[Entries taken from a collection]
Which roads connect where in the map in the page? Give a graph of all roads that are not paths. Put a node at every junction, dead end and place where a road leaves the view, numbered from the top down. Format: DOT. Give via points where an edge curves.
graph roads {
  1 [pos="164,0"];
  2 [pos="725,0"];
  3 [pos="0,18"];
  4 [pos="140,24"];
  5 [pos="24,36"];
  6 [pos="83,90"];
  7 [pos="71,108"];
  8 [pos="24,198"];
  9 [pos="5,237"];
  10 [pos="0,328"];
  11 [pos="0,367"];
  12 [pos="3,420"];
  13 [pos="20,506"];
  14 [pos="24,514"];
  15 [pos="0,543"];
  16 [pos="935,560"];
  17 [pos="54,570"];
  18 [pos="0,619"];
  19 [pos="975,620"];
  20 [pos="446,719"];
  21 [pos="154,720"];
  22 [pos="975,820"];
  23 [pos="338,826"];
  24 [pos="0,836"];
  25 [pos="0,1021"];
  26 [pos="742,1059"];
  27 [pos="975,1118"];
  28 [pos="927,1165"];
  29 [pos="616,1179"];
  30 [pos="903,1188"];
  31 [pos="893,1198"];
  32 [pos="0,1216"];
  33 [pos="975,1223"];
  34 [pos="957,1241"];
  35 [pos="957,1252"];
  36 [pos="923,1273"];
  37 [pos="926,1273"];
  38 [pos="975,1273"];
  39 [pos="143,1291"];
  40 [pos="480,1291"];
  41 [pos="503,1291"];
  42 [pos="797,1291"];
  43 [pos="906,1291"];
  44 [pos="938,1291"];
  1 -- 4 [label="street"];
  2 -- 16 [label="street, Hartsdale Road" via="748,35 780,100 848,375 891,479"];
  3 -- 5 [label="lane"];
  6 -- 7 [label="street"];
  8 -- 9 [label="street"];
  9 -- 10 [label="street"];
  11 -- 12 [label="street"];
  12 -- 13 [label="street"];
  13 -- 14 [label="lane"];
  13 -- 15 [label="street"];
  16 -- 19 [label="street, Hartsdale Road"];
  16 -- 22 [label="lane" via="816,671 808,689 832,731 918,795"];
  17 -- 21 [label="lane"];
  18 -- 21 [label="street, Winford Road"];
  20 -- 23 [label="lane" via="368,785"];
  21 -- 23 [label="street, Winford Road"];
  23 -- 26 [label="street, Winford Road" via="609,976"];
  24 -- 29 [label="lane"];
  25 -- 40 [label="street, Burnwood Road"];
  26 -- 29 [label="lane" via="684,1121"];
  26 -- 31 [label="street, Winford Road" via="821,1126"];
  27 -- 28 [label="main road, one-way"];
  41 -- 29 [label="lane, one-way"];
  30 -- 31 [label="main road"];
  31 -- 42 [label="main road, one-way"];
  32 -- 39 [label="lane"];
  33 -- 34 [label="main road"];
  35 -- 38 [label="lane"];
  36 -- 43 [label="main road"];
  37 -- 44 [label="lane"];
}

What you will do
Every line with "graph" in it should be copied from the entries above.

Written response
Which roads connect where in the map in the page? Give a graph of all roads that are not paths. Put a node at every junction, dead end and place where a road leaves the view, numbered from the top down. Format: DOT. Give via points where an edge curves.
graph roads {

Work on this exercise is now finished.